Click to read about the best places to eat on campus, freshman packing tips, and how to keep in touch with friends.

Letters to the Editor 1/15

Governor should learn from colleague

Illinois Gov. George Ryan has done more for the cause of civil rights in the past week than most people will do in their lives, and all he did was recognize the obvious. I hope Gov. Jeb Bush learns from his fellow Republican’s example and imposes a moratorium on all executions. The problem is not in the system but the system itself.

Proponents of the death penalty say it is just because it is moral, an eye for an eye. I contend that it is immoral because it is unjust.

As with lynchings, the death penalty has been an agent of racism in our country. According to the American Civil Liberties Union, 80 percent of persons executed were convicted of killing whites, while people of color make up more than half of homicide victims in the United States. Ninety percent of the people that U.S. government prosecutors seek to execute are black or Latino.

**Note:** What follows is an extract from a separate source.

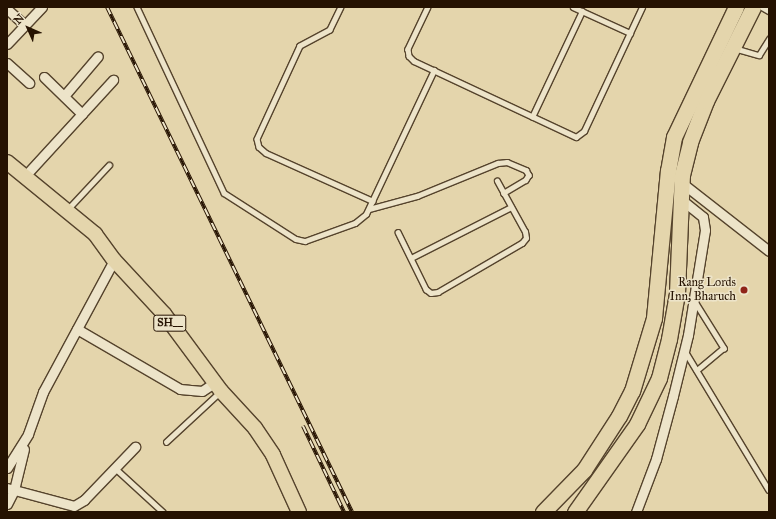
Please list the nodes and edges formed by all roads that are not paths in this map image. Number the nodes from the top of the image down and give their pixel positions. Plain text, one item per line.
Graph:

There are many reasons why capital punishment is wrong. Anthony Porter is one of them. He was released in February 1999, after Alstory Simon confessed to the crime for which Porter was to die. He came within two days of his execution and was measured for a body bag before being saved by the work of a Northwestern University professor, the professor’s journalism students and an investigator. Porter had an IQ of 51 and could not assist in his own defense.

Then there’s Willie Darden who was executed in 1988 by our own state of Florida. In this case, the gun couldn’t be traced to Darden. Key witnesses were not allowed to testify. The person who identified Darden stated that, “all blacks look(ed) alike (to her).”

Darden was also the only African American in the police lineup. Florida Supreme Court Justice Harry Blackmun went on record as saying, “If ever a man received an unfair trial, Darden did.”

In June 2000, Gary Graham (a.k.a Shaka Sankofa) was executed in Texas. The evidence that convicted him was from one woman who “saw” Graham from 30 feet, at night, through a car window for, “about one second.” This went uncontested by Graham’s attorney. Two other witnesses said Graham was not the person they saw, but unfortunately, his attorney never called them to testify.

Gov. Jeb Bush, you have the opportunity to show “compassion” in your conservatism. If for no other reason, think of the voting market you could tap into for both your brother and your party in 2004. Follow the tremendous example set by Gov. Ryan because the rest of us can no longer find solace in not having to pull the trigger while the lives of your citizens are at stake.

Stephen C. Bedell is a sophomore majoringin political science.